Many have for a long time expressed concern that the Internet has had a negative effect on its users' habits and mental capacities, with obvious issues the capacity to concentrate on anything at length, and cope with text, particularly of more complex kinds, for various reasons (that screen-based devices work less well than paper books at rewarding attention, that the Internet encourages the skim over the close-read, etc.).

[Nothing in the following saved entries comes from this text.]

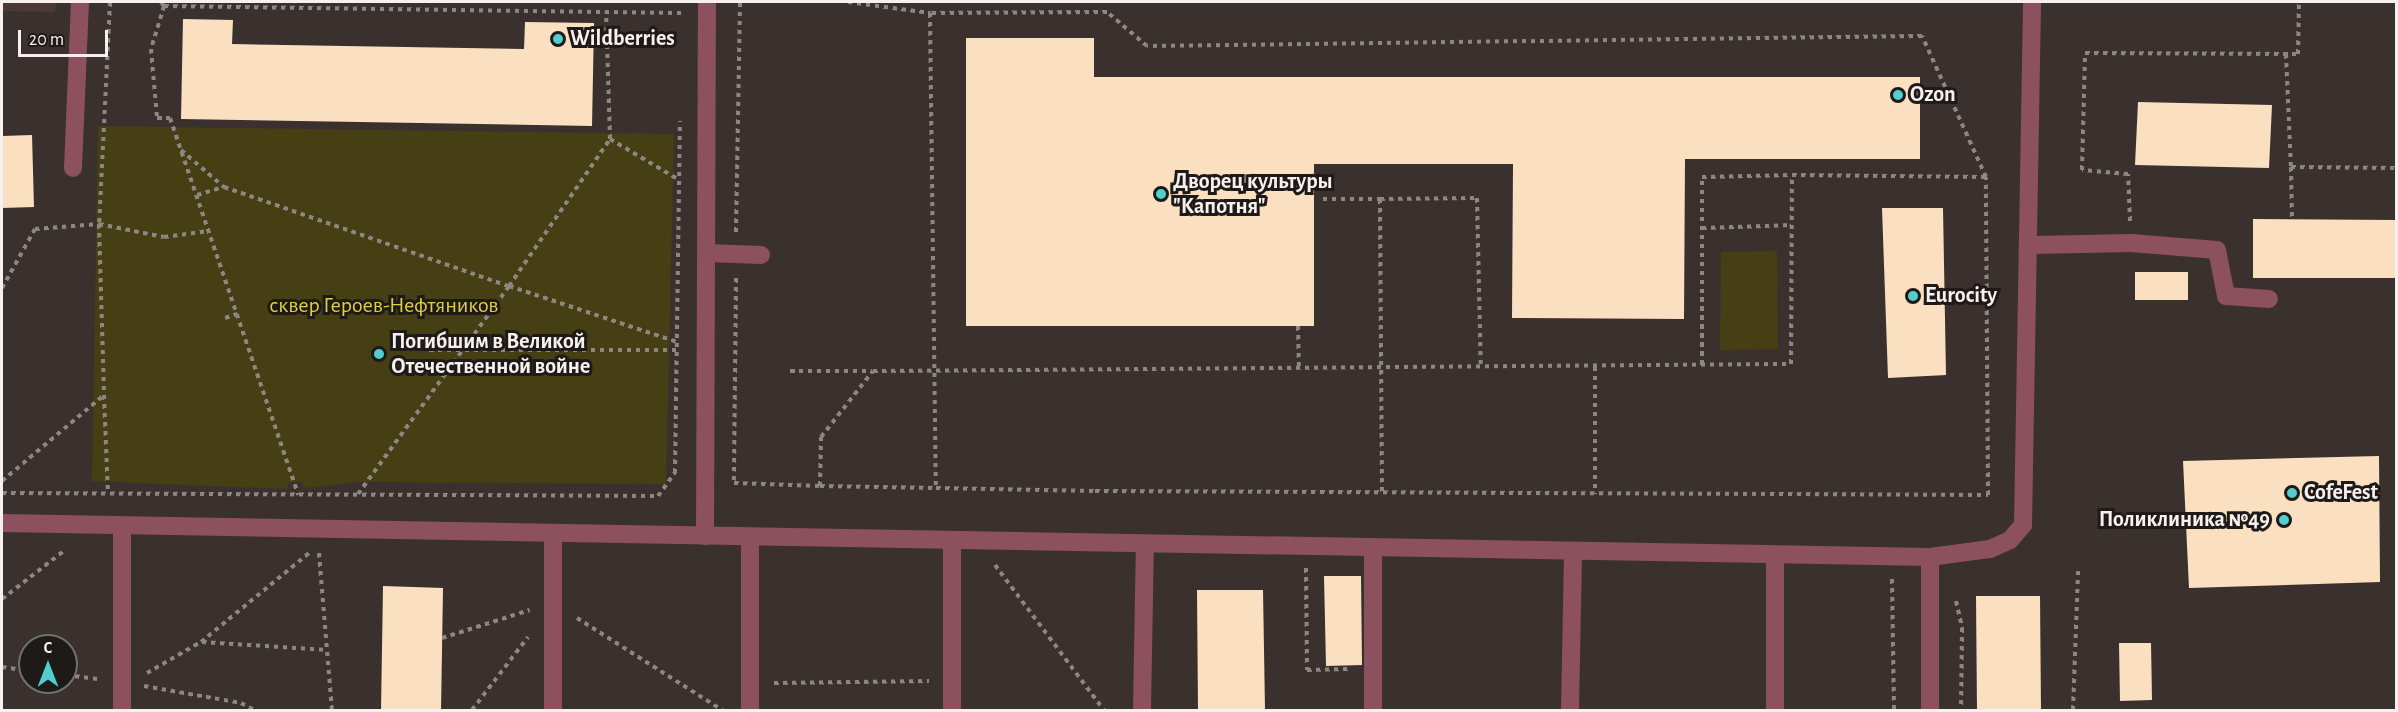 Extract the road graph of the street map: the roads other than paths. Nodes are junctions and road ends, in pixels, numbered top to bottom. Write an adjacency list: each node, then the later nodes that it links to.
1 (80, 2): 4 (street)
2 (707, 2): 6 (street)
3 (2032, 2): 5 (street)
4 (73, 168)
5 (2028, 245): 8 (street); 19 (street)
6 (706, 254): 7 (street); 12 (street)
7 (761, 255)
8 (2269, 299)
9 (2, 524): 10 (street)
10 (122, 526): 11 (street); 20 (street)
11 (553, 533): 12 (street); 21 (street)
12 (705, 536): 13 (street)
13 (750, 537): 14 (street); 22 (street)
14 (952, 540): 15 (street); 23 (street)
15 (1144, 545): 16 (street); 24 (street)
16 (1373, 548): 17 (street); 25 (street)
17 (1574, 551): 18 (street); 26 (street)
18 (1775, 555): 19 (street); 27 (street)
19 (1930, 557): 28 (street)
20 (122, 711)
21 (553, 711)
22 (750, 711)
23 (952, 711)
24 (1142, 711)
25 (1373, 711)
26 (1570, 711)
27 (1775, 711)
28 (1930, 711) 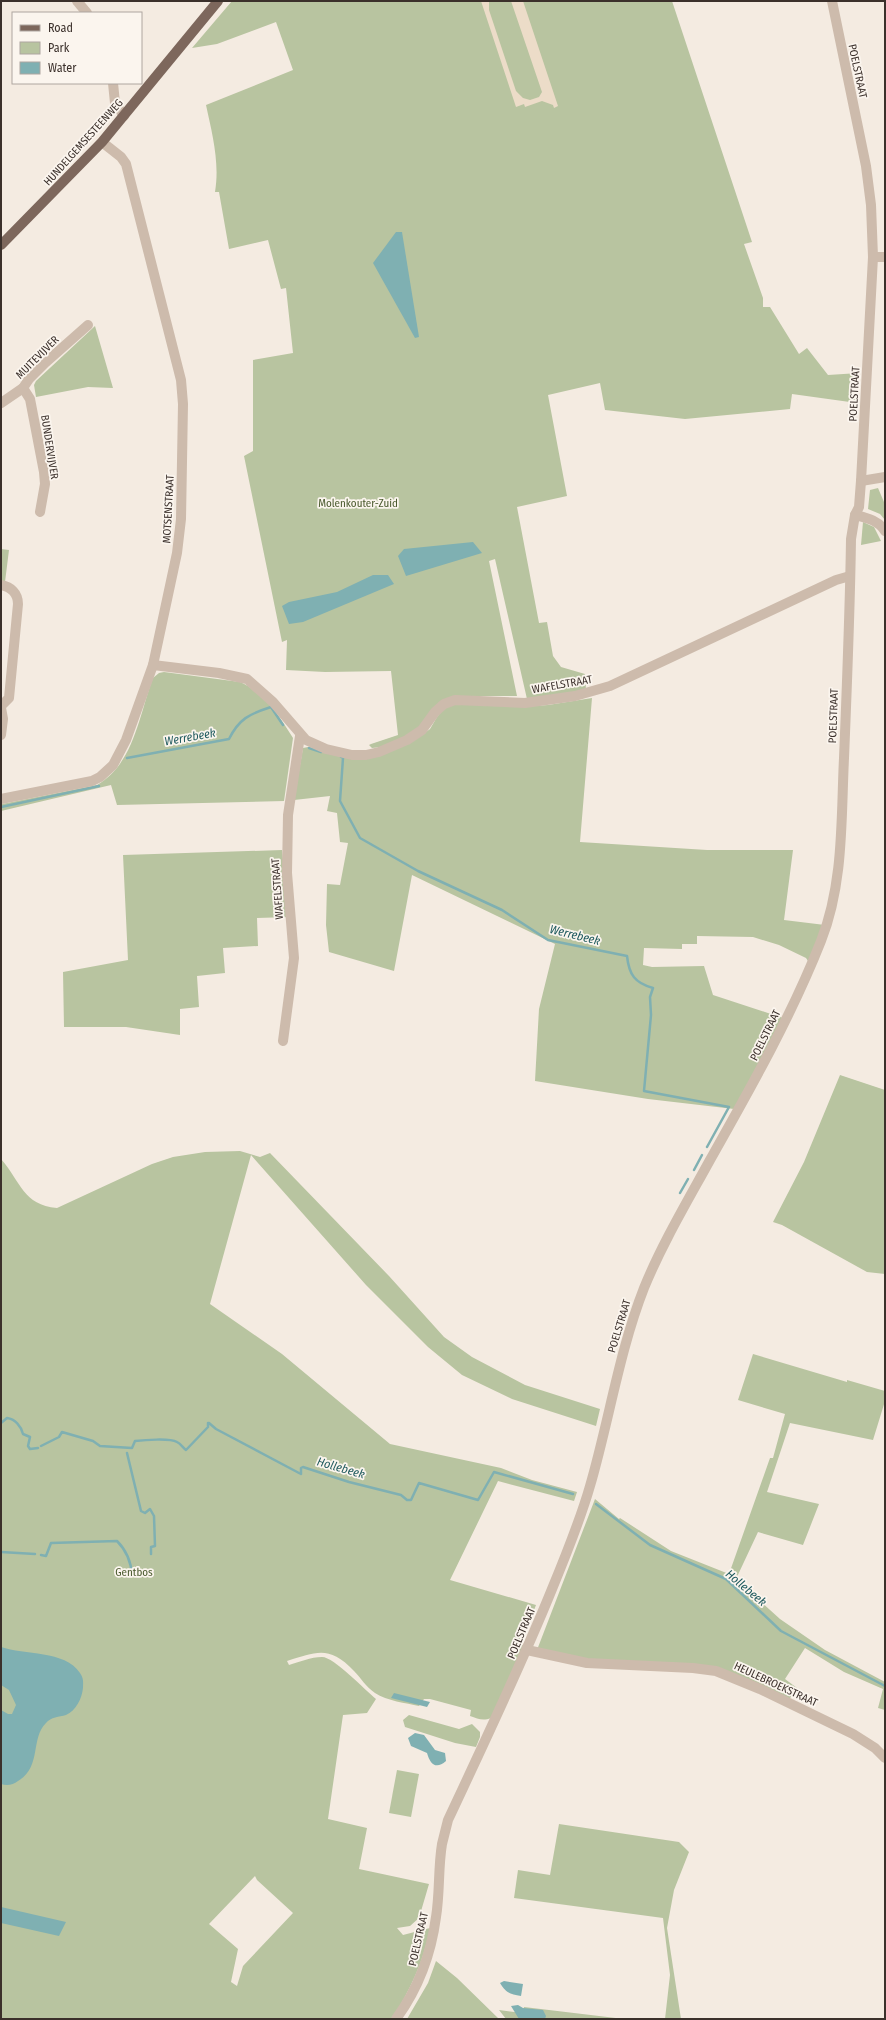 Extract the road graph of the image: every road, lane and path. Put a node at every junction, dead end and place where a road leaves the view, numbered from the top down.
1 (77, 1) edge
2 (218, 1) edge
3 (832, 1) edge
4 (86, 12) edge
5 (113, 84) edge
6 (124, 116) junction
7 (102, 142) junction
8 (3, 241) edge
9 (872, 257) junction
10 (885, 257) edge
11 (88, 325) dead end
12 (23, 388) junction
13 (1, 404) edge
14 (885, 477) edge
15 (861, 481) junction
16 (40, 512) dead end
17 (855, 515) junction
18 (885, 531) edge
19 (850, 576) junction
20 (1, 585) edge
21 (153, 665) junction
22 (1, 707) edge
23 (1, 734) edge
24 (300, 736) junction
25 (1, 799) edge
26 (283, 1041) dead end
27 (527, 1650) junction
28 (885, 1758) edge
29 (396, 2019) edge

1 - 4 street
2 - 6 main road, HUNDELGEMSESTEENWEG
3 - 9 street, POELSTRAAT
5 - 6 street
6 - 7 main road, HUNDELGEMSESTEENWEG
7 - 8 main road, HUNDELGEMSESTEENWEG
7 - 21 street, MOTSENSTRAAT
9 - 10 street
9 - 15 street, POELSTRAAT
11 - 12 street, MUITEVIJVER
12 - 13 street, MUITEVIJVER
12 - 16 street, BUNDERVIJVER
14 - 15 street
15 - 17 street, POELSTRAAT
17 - 18 street
17 - 19 street, POELSTRAAT
19 - 24 street, WAFELSTRAAT
19 - 27 street, POELSTRAAT
20 - 22 street
21 - 24 street, WAFELSTRAAT
21 - 25 street, MOTSENSTRAAT
22 - 23 street
24 - 26 street, WAFELSTRAAT
27 - 28 street, HEULEBROEKSTRAAT
27 - 29 street, POELSTRAAT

All this seems to me very plausible--and it also seems plausible to me that, rather than as I had hoped, technology progressing so that the disadvantages of screen-based devices were reduced, the opposite has happened, because of how the Internet has changed. It has become more oriented toward shorter items over long (as with the way "microblogging" through Twitter replaced real blogging), and less text-based and more audiovisual (as with how all blogging has been replaced by vlogging), with all that implies for users' habituation to doing anything but reading with attention for long (even the "six paragraph blogpost" that the "genius" Sam Bankman-Fried demanded everything be reduced to likely getting beyond many of them).
And as if that were not enough, there is the way in which any prolonged, deeper, usage has come to entail ceaseless interruption, ceaseless diversion, ceaseless breaks in any train of thought by endless popups extorting from them "agreement" to allow cookies, disable ad blockers, login, pay up, etc. for the privilege of looking at what they were likely pushed to look at thanks to search engine optimization, "sponsored" results and the rest, in spite of the fact that the search results are ever more likely to be pure garbage. (Never mind the kind of research I do for books such as these; simply following the news has become far more of a grind than it was before.)
The endless assault on the Internet user's thought process, with all its intellectual and even psychological effects, seems all too likely to corrode the ability of an Internet user to think at all should they subject themselves to very much of it.
But one should not expect to see the (apropos of a more fitting but far more offensive term) courtiers of Big Tech who write the news--the kind of people who said Sam Bankman-Fried was a genius--to admit it. Instead they dutifully defend everything that has been done, and will be done (they are always sure paywalls work, always sure the problems must be the work of something other than the vicious exploitation of the web user, etc.), while sanctimoniously attacking everyone who thinks that the Internet ought to actually be useful as simply scum who want "free stuff."